Rentals redux.
It's hard to describe today's rampaging rental market without sounding like an old-time radio reporter covering King Kong as he scales his way to the top of the Empire State Building, Fay Wray in one hand, swatting buzzing fighter planes with the other.
Yes, something very big is out there, as I said in my last newsletter, something with profound long-term implications for local real estate. Nothing I've seen since has changed my mind. On the contrary.

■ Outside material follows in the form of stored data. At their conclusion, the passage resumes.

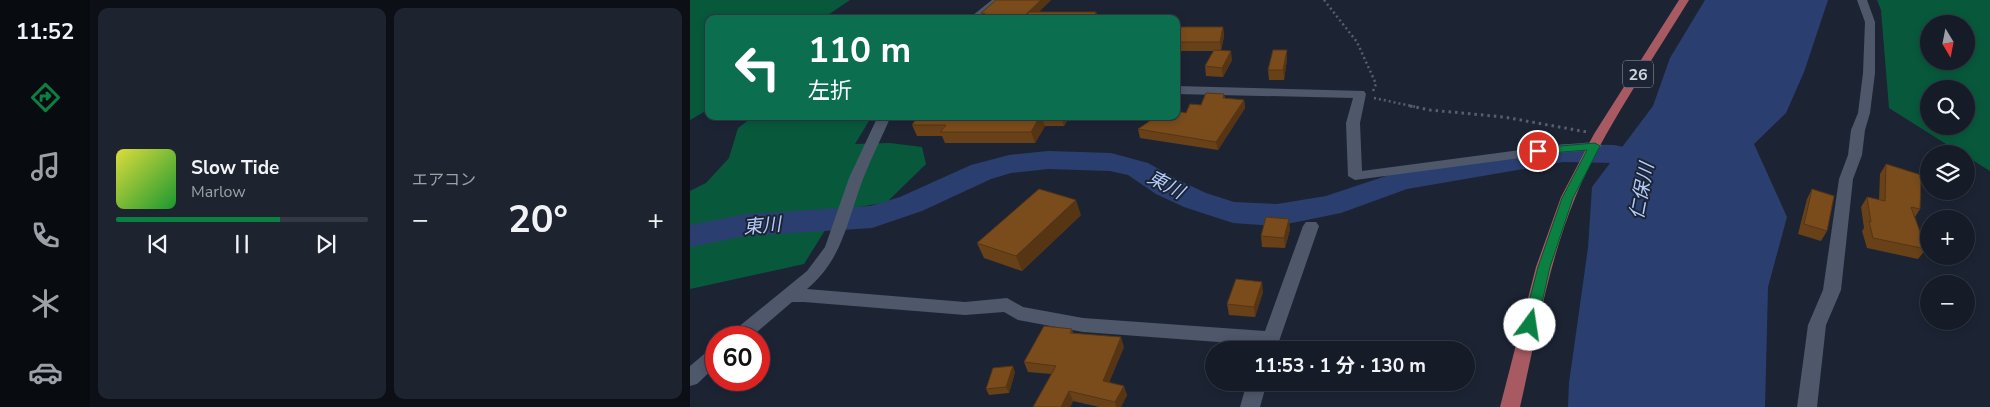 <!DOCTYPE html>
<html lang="ja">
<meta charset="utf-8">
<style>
:root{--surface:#151b27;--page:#1e242f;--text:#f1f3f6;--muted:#9da1a7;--line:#343944;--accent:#0b8043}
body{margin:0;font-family:"Nunito Sans","Noto Sans JP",sans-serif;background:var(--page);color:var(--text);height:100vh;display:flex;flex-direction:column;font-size:19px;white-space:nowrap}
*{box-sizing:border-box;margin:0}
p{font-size:16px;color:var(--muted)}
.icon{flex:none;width:28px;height:28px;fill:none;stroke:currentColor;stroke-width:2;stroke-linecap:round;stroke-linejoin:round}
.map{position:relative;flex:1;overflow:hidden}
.drawer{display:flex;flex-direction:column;gap:8px;padding:8px;background:#0c0f15;width:600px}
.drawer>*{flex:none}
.guide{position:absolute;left:15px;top:15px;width:475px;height:105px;border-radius:10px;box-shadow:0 2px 8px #0003,0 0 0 1px var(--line);background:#0b6e4f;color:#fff;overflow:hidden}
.needle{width:32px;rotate:170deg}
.controls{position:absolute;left:1230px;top:15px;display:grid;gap:10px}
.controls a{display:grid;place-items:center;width:55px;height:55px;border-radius:50%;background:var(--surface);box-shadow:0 2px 8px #0003,0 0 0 1px var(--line);font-size:25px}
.speed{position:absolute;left:15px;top:326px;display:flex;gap:10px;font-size:25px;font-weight:700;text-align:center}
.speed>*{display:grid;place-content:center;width:65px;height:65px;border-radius:50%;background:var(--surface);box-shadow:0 2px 8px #0003,0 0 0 1px var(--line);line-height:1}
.speed .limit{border:8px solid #d22;background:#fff;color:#111}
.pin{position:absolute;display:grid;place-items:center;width:42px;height:42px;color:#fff;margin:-21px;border:2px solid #fff;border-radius:50%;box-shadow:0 1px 5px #0007}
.me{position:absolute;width:55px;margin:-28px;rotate:14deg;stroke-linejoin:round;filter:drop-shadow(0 0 4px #0008)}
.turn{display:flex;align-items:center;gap:18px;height:105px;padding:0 20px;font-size:22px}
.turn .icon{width:65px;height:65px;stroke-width:2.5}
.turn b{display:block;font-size:35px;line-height:42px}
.big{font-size:38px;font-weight:700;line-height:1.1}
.drawer .widget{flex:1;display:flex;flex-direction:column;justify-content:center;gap:8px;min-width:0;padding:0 18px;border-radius:10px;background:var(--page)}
.song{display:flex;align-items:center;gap:15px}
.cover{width:60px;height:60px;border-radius:8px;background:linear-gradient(135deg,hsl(60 70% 55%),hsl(130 70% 35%))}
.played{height:5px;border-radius:2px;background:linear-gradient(90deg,var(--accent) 65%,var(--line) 65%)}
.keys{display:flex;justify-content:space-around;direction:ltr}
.heat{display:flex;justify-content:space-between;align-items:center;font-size:28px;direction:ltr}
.drawer .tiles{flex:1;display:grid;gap:8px;grid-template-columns:repeat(2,1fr)}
.trip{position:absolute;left:515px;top:341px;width:270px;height:50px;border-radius:25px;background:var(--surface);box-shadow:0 2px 8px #0003,0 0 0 1px var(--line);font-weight:700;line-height:50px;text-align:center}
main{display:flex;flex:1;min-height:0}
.tabs{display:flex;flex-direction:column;width:90px;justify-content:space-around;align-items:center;background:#080b10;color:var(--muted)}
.tabs .icon{width:35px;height:35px}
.tabs .on{color:var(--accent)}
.tabs b{font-size:22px;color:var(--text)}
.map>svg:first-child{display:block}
.forest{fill:#08593c;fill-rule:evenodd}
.water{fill:#2a3f70}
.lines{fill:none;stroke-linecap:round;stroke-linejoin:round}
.river{fill:#2a3f70;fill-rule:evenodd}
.path-far1{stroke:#575e6c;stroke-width:2.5;stroke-dasharray:2 3;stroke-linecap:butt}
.path{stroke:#575e6c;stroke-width:3;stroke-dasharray:2.5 4;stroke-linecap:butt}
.street{fill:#4e586a;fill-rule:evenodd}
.primary{fill:#a85a63;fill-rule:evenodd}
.wall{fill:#694118}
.shaded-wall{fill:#553514}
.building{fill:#7a4c1c;stroke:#553514}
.route{fill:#0b8043;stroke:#07532c}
.labels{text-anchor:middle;stroke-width:4;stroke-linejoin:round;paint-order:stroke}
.shield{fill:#1c2434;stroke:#999fac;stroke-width:1}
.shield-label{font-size:16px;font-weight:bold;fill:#ced4df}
.water-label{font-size:19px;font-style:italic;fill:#b4cbfa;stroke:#1c2434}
</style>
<main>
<nav class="tabs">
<b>11:52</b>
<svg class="icon on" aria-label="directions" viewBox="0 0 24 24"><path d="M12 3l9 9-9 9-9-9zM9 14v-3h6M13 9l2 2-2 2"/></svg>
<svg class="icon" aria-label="music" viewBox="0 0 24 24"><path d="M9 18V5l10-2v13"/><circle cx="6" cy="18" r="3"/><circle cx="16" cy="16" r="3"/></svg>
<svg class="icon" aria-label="phone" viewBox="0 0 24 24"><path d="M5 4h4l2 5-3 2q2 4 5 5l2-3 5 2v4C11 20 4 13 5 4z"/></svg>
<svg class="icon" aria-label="climate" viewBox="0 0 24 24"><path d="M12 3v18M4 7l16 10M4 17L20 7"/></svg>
<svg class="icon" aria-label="car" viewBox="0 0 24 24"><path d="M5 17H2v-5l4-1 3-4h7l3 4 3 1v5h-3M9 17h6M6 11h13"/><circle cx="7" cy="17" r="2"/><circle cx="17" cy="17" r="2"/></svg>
</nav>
<section class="drawer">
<div class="tiles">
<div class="widget">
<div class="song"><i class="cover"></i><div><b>Slow Tide</b><p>Marlow</p></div></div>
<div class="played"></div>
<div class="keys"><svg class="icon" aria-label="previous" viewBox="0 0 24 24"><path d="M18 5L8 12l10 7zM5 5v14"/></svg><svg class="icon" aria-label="pause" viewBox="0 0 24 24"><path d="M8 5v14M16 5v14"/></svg><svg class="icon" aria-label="next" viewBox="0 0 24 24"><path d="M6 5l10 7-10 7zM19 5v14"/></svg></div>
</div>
<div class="widget"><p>エアコン</p>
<div class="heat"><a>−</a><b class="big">20°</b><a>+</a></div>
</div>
</div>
</section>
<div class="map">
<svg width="1300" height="407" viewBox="0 0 1300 407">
<rect width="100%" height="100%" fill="#1c2434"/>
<!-- forest -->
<g class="forest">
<polygon points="0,0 160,0 132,19 19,19 19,109 0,120"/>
<path d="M1187,0H1300V171L1276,156V154H1272L1199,108L1191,10ZM1239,24H1276V61H1239ZM1239,89H1276V126H1239Z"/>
<polygon points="64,116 182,116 165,144 200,143 232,147 236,164 197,202 147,211 114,264 0,289 0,191 16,183 39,158 48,128"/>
</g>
<!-- water -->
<polygon class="water" points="1015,0 1138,0 1114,72 1096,113 1064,144 1097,217 1078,287 1075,407 878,407 879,383 898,248 902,187 963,106 980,58"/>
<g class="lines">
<!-- river -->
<polygon class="river" points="873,144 924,145 965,153 970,159 965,165 955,168 924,163 873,162 717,189 651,213 587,226 543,223 494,207 466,194 438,175 420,171 358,169 321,173 301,179 232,211 182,228 56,236 0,247 0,225 56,214 180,206 210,197 281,165 319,155 358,151 421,153 458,163 488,180 516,193 544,202 587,204 636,196 711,171"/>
<!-- path-far1 -->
<g class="path-far1">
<polyline points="634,0 667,42 686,84 683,91"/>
<polyline points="684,98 726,107"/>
</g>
<!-- path -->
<polyline class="path" points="720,106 740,110 814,117 897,132"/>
<!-- street -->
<g class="street">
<polygon points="302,0 313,0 290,19 278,19"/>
<polygon points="1167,0 1177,0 1185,22 1185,73 1180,113 1175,130 1172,155 1163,179 1151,290 1136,325 1127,407 1107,407 1118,325 1133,290 1149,179 1158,155 1161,130 1168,113 1173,73 1175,22"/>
<polygon points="486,86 674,91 676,94 670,123 672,171 867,145 905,142 912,146 905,150 867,153 665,180 658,176 656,123 663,98 486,94"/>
<path d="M188,116H201C192,137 181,158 173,179C157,221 153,259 117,289L275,302L317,298L333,307L393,318L575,331L613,226L616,222H626L629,226L586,350H568L569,345L393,332L328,320L314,312L275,315L114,302H102L60,338H38L41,333L117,271L135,247L159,178Z"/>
<polygon points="26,347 26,366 7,384 0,386 0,366 19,350"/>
<polygon points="557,382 577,382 570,407 550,407"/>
</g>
<!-- primary -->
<path class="primary" d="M989,0H999C962,61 912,132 885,198C858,264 846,337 830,407H810L846,267L871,197L904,134Z"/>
</g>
<!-- wall -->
<g class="wall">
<polygon points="361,0 348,12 406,12 408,19 293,19 291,13"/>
<polygon points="533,27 534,36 531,50 542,60 533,77 516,76 515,66 524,51 486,51 486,37"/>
<polygon points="597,59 594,80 579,80 578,70"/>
<polygon points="534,94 535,98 554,100 555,108 528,150 450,138 448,129 496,113 511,105"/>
<polygon points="228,116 380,116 374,126 355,126 345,143 255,143 252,136 227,136 222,125"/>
<polygon points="1196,164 1230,209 1225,217 1236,249 1228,259 1177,248 1172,231 1174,228 1171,207 1177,197 1189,200 1190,174"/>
<polygon points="1122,189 1137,231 1131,241 1108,234 1117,199"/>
<polygon points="391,215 332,271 294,258 287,243"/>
<polygon points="600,229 595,248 572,247 571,236"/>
<polygon points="573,292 565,317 539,315 537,304"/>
<polygon points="382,329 383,333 434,347 419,382 437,395 431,407 409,407 383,401 380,407 343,407 362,374 338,372 334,362"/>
<polygon points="325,372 319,393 299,395 296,389"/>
</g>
<!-- shaded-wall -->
<g class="shaded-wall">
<polygon points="351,0 361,0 342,19 331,19"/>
<polygon points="406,12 408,19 403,19"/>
<polygon points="533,27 534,36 531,51 530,42"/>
<polygon points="597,50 597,59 594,80 593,70"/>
<polygon points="541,51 542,60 533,77 532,68"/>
<polygon points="554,100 555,108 528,150 526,142"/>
<polygon points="350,116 351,116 355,126 345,143 341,132"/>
<polygon points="371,116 380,116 374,126"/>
<polygon points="386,200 391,215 332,271 326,256"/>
<polygon points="599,219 600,229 595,248 594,238"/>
<polygon points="572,282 573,292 565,317 564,307"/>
<polygon points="431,337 434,347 416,390 413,381"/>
<polygon points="323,366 325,372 319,393 316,387"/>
<polygon points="434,386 437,395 431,407 426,407 425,402"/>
<polygon points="379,391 383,401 380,407 371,407"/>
</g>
<!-- building -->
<g class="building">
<polygon points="306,0 351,0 331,19 316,19 291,13"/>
<polygon points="338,12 406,12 403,19 337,19"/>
<polygon points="490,27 533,27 530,42 486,42 486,37"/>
<polygon points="524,50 541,51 532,68 515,66"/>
<polygon points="583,50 597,50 593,70 578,70"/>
<polygon points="516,93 534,94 533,98 554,100 526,142 448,129 467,116 486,116 486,111 496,113 500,104 511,105"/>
<polygon points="228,116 350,116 341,132 250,132 256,125 222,125"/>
<polygon points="1196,164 1231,175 1230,209 1221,207 1236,249 1183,238 1179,221 1181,222 1177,197 1195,201"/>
<polygon points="349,189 386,200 326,256 287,243"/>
<polygon points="1122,189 1144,196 1137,231 1114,224"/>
<polygon points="576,217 599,219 594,238 571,236"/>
<polygon points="546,279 572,282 564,307 537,304"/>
<polygon points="354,326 382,329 380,333 431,337 413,381 434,386 425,402 379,391 371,407 343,407 366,366 334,362"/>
<polygon points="323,366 316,387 296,389 303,368"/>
</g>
<!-- route -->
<polygon class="route" points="905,143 910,146 883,198 860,267 847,325 845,329 835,329 833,325 848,267 872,198 897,150 848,154 843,151 848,148"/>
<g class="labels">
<!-- shield labels -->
<rect class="shield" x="933" y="60.5" width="30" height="27" rx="4"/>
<g class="shield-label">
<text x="948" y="80">26</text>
</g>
<!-- water labels -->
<g class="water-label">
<text transform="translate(476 184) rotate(28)" y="7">東川</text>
<text transform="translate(951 191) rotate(-79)" y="7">仁保川</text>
<text transform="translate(72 225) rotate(-5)" y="7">東川</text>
</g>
</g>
</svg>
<div class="controls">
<a><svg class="needle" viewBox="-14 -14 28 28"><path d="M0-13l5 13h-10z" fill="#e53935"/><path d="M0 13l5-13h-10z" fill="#9da1a7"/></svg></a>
<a><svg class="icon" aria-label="search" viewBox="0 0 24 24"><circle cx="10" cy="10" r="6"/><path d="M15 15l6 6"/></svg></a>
<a><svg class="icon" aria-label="layers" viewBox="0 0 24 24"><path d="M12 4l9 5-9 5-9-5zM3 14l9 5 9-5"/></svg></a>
<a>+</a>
<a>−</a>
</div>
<div class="speed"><div class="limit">60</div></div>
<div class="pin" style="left:848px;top:151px;background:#d93025"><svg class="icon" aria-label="arrive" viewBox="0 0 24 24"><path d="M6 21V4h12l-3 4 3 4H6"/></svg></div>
<svg class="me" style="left:840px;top:325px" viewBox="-20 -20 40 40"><circle r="19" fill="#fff"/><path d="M0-13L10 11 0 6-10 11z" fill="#0b8043"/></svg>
<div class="trip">11:53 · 1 分 · 130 m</div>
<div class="guide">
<div class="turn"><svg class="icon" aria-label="left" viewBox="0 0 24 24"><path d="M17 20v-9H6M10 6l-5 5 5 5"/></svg><div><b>110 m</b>左折</div></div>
</div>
</div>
</main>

Get hundreds of phone calls and emails for a rental single-family home that just four years ago got nothing more than polite applause, and it's obvious that something is up: demand for rentals, and rents along with it. This chart, based on MLS data, confirms it:
And it's not just my rentals that are going quickly and for top dollar. A quick check of the Sharon Green Apartments Web site reveals that, aside from a handful of always-hard-to-rent 3-bedroom/2-bath units, only two of their (very expensive) apartments out of 296 are even on notice, and none are vacant. Their vacancy rate is effectively 0 percent. 2 percent is great.
What's happening? That regularly recurring feature, the Silicon Valley recovery. Compare the steep price curve of 2006 with that of 1995 and you'll see why I say this feels a lot like Spring 1995, when the new hires of a resurgent Silicon Valley's beat the bushes for rental housing.
Something else is going on too, and it's ironic when you consider that the rental boom of 1995 set the stage for the hot sales market of 1998 to 2000. Today, many who only a year or two ago would've been first-time buyers are scared away from the sales market by rising rates, rising prices and rising bubble hot air. That's ironic because, if our market holds true to form, many of the new hires now driving up rents will, in a few years, be driving up home prices. That's how it's always worked.
Oh yeah, I forgot, this time it's different. Think Redd Foxx as Fred Sanford, clutching his chest and hollering "This time it's the big one!". Plummeting home values will send over-extended homeowners to the soup kitchens, anarchy will prevail and armored cars will patrol our strife-torn streets.
"Then I'll buy."
Well, keep a good thought. By the way, I wonder when they'll start calling this a rental bubble?